As negotiations between politicians and bankers continued in the early 1910s, they eventually settled on the Federal Reserve System as a “decentralized central bank.” By carving the US up into 12 districts and putting a regional bank in charge of each one, with all 12 coordinated by a weak oversight board in Washington, the hope was to diffuse the political opposition to the possibility of a “money trust.”

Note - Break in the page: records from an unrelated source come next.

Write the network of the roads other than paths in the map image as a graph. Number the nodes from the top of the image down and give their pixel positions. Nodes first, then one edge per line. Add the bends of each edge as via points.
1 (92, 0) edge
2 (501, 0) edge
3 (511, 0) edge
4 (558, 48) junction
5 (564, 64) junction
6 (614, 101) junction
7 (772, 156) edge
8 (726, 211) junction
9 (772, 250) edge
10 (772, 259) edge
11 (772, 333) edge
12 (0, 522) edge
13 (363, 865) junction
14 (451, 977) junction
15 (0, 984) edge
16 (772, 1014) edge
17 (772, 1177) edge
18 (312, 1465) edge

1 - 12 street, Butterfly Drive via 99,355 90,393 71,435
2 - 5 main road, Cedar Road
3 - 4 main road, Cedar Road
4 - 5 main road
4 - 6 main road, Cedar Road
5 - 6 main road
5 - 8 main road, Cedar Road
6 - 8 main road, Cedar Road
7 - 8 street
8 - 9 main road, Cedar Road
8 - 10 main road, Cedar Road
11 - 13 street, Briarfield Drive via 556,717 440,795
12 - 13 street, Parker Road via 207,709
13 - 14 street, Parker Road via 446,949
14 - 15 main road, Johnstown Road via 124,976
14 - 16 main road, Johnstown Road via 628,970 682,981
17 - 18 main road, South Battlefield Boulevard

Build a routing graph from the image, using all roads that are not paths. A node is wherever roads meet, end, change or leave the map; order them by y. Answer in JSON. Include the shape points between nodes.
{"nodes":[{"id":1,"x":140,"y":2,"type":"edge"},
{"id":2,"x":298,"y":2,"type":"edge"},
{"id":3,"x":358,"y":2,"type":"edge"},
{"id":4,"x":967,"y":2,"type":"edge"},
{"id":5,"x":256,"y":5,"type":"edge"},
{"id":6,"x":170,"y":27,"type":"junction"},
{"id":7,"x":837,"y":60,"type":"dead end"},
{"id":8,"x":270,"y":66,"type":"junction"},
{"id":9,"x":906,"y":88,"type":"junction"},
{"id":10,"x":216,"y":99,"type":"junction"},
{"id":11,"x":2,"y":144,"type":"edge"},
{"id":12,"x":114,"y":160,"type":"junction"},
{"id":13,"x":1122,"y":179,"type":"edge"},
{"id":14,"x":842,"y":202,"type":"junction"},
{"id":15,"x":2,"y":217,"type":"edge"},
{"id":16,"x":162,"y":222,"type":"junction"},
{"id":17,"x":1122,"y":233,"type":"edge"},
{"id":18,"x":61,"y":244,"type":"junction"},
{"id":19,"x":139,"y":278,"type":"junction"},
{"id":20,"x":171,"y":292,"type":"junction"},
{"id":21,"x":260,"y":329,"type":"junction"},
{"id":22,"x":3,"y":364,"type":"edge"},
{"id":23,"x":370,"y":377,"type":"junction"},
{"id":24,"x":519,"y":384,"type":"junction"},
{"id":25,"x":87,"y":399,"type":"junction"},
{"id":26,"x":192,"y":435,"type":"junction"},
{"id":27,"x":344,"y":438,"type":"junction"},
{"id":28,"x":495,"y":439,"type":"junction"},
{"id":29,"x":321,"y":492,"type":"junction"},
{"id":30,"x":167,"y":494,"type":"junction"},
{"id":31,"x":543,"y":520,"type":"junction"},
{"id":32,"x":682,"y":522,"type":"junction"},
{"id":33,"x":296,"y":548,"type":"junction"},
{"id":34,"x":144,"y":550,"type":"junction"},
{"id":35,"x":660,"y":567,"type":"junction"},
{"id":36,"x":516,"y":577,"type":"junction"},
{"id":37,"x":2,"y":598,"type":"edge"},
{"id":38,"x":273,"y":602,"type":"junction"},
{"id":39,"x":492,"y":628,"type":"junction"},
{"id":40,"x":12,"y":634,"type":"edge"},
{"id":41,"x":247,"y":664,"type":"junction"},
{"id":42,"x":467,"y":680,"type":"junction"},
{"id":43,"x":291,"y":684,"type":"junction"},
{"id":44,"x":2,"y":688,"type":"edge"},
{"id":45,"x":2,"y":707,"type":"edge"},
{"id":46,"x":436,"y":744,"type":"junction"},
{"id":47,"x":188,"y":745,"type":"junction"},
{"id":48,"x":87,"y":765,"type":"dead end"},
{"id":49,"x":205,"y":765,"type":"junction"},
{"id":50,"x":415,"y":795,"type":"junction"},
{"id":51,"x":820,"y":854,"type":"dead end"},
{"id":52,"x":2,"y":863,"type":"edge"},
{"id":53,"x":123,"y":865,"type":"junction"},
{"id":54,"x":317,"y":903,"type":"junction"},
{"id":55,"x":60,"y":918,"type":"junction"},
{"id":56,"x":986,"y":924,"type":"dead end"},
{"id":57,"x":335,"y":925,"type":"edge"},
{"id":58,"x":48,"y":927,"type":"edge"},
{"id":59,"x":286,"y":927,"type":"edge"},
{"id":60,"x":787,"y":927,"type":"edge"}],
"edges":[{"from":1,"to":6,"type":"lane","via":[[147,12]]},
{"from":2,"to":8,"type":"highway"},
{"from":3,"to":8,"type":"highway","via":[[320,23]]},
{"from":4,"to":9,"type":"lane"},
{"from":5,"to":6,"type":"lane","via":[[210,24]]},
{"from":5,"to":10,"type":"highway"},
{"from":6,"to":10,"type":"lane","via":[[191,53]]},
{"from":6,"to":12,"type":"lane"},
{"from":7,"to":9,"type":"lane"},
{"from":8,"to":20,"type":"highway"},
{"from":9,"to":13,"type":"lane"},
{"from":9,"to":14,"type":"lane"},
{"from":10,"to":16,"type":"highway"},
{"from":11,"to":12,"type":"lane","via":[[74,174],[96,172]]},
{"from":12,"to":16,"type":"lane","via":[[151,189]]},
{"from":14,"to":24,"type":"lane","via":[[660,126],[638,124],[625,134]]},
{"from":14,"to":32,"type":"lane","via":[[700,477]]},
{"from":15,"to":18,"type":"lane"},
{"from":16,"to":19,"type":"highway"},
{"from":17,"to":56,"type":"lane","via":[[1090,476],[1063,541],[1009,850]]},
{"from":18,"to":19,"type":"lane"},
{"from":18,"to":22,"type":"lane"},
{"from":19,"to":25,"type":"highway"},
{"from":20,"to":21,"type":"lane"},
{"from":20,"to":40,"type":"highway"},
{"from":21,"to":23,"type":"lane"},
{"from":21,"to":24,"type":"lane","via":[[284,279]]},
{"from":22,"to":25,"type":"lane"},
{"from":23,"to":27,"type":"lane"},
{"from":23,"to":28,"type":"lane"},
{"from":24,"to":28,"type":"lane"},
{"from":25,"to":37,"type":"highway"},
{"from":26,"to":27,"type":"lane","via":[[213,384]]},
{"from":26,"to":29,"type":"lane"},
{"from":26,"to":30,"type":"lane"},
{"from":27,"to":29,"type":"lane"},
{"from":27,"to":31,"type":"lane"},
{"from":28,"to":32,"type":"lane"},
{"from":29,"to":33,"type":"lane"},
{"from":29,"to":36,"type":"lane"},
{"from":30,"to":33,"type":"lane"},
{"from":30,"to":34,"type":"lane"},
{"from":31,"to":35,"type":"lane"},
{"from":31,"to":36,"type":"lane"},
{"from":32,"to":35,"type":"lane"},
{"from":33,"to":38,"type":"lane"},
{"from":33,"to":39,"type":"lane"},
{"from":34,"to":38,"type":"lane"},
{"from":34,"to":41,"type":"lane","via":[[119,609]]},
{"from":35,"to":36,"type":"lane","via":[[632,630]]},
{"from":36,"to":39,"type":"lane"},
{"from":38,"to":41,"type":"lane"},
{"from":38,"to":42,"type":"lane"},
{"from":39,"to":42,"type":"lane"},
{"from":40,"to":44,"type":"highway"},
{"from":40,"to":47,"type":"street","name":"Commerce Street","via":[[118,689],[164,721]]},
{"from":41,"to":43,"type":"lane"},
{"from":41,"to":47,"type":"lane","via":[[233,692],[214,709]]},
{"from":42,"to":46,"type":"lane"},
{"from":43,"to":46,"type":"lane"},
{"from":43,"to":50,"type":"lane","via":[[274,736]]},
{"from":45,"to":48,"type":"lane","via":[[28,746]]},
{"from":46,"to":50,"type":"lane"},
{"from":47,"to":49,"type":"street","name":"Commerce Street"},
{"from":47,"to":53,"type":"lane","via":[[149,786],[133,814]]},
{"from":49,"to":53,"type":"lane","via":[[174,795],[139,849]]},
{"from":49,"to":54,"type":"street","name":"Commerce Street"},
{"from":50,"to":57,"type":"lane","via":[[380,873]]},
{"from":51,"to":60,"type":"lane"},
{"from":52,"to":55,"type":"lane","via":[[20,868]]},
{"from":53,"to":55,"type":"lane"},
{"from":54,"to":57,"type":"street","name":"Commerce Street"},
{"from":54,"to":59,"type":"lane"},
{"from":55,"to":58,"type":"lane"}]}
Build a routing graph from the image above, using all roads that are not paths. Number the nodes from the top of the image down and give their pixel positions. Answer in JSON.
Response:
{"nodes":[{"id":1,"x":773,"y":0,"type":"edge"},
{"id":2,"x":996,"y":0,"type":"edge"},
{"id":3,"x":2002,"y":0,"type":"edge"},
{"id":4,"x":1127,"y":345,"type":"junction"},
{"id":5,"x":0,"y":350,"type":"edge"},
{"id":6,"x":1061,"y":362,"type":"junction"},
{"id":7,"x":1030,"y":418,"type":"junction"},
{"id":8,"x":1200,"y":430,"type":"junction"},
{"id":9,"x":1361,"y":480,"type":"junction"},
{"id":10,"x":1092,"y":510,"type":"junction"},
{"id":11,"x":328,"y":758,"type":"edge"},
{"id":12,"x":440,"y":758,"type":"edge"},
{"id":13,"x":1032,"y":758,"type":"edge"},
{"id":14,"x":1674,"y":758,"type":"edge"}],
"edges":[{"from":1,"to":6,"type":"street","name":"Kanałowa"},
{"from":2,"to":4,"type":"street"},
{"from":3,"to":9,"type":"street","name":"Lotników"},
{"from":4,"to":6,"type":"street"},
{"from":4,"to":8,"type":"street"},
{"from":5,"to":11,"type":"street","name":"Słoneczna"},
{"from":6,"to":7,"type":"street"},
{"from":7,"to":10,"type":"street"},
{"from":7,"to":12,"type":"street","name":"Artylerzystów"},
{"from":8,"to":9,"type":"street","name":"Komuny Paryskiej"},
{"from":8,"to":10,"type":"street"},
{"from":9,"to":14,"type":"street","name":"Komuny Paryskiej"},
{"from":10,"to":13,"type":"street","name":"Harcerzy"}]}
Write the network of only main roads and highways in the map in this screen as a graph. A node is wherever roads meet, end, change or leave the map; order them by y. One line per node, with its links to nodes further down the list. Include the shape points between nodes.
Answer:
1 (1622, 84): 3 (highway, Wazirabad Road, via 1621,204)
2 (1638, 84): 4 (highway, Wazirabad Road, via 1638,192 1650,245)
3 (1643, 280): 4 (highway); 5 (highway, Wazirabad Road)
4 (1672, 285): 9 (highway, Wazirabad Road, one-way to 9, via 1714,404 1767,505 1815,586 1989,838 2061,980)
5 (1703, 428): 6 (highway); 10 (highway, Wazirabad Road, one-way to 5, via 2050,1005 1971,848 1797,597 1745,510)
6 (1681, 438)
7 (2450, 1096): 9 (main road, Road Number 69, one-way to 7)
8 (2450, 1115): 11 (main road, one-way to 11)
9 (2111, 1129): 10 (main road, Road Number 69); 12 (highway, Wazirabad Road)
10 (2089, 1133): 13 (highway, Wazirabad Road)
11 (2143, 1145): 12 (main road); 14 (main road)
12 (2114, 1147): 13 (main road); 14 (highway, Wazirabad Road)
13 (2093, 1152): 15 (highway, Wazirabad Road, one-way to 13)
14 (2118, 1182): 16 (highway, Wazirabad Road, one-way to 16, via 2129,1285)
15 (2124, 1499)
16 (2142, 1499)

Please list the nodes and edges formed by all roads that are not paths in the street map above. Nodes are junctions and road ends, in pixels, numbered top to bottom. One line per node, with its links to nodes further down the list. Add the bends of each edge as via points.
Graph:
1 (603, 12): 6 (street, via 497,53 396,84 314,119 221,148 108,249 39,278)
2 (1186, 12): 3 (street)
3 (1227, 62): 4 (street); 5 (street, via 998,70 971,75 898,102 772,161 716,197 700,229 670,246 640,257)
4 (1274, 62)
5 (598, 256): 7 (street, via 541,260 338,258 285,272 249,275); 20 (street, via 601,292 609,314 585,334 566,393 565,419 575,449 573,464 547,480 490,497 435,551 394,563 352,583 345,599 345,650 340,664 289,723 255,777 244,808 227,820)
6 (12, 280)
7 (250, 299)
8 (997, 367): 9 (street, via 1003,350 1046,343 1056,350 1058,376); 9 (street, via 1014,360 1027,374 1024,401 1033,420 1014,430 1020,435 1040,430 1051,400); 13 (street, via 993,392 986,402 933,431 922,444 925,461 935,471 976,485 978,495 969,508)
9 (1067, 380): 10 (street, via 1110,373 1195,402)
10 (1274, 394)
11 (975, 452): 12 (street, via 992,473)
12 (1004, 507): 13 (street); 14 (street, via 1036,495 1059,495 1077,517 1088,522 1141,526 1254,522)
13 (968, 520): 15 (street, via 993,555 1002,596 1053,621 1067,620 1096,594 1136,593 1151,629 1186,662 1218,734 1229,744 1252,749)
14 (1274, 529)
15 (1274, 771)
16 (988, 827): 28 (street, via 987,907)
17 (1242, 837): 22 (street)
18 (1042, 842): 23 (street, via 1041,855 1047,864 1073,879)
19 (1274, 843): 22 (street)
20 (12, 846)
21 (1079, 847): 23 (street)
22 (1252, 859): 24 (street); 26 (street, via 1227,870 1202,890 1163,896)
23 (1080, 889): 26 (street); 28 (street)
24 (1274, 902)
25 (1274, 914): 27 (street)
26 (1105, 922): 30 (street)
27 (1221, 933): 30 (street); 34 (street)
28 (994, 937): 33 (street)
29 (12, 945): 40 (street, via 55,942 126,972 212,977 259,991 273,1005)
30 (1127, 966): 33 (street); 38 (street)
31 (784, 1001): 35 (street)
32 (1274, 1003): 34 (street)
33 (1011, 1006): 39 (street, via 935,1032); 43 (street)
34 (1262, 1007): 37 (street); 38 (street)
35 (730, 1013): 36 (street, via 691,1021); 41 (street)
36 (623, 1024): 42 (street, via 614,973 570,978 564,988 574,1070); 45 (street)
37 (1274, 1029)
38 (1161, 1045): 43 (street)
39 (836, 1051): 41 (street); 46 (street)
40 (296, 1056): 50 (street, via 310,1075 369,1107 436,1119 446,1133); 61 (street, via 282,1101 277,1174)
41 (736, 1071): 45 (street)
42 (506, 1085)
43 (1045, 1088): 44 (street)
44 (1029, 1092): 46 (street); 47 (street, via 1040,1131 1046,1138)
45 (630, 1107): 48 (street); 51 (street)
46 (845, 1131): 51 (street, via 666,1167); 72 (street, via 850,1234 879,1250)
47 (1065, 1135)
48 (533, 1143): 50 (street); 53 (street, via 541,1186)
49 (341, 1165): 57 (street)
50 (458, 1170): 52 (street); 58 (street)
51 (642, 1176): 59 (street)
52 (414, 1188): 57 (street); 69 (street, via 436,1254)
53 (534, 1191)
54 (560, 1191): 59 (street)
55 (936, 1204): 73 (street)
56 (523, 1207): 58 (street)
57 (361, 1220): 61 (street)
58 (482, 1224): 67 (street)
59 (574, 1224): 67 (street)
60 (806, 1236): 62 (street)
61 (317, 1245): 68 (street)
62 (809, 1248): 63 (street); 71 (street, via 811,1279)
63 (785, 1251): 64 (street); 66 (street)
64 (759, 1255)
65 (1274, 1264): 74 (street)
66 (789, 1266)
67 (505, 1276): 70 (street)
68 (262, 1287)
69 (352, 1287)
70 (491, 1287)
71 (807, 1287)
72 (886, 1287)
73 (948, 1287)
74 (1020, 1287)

Here is another point at which the conspiracy-minded critics of the Fed turn a nugget of truth into a mountain of misunderstandings. Yes, the Fed is technically “private” in the sense that it is not on the budget of the federal government. The critics claim it is a private bank owned by bankers. But they are asking the wrong question when they ask “who owns the Fed?” The real question is who owns “them,” as the ownership is actually of the 12 district banks, not the Fed as a whole. Each of the district banks is “owned” by the banks that operate in their district. That ownership, however, is not like owning stock in Apple. The shares that each bank has cannot be traded and only provide a limited set of decision-making rights. Even the interest that the district banks would earn on their holdings of government bonds is returned to the Treasury, so this hardly profits “the Fed” or the bankers who supposedly own it.
The district banks are most emphatically not private in the same sense that a corporation like Apple or Ford, or even a local small business, is. Aside from the inability to trade shares, there is the more obvious point that the whole system was created by Congress who also granted it a number of political privileges, including its monopoly over currency issue. Calling the Fed a “private bank” is true only in a very limited sense of the term, and criticisms based on it that claim are extraordinarily misleading and often highly misinformed.
The Fed is no more the product of a conspiracy than is every other piece of legislation passed during the Progressive Era, or since. Yes, private interests played a significant role, but that is the nature of the corporate state. Yes, the Fed is officially a “private” institution, but it is not owned by individual bankers, rather by banks, and those banks cannot trade or profit from their ownership “shares.” The famed meeting at Jekyll Island was no different than the conversations that happen on K Street every day, in which politicians, lobbyists, and businessmen co-design new regulations and institutions. The damage the Fed has done in its 100 years is significant enough on its own. There is no need to invent wild conspiracy theories to explain its history when the same tools that explain the origin and failure of so much of what government tries to do apply equally to the Fed.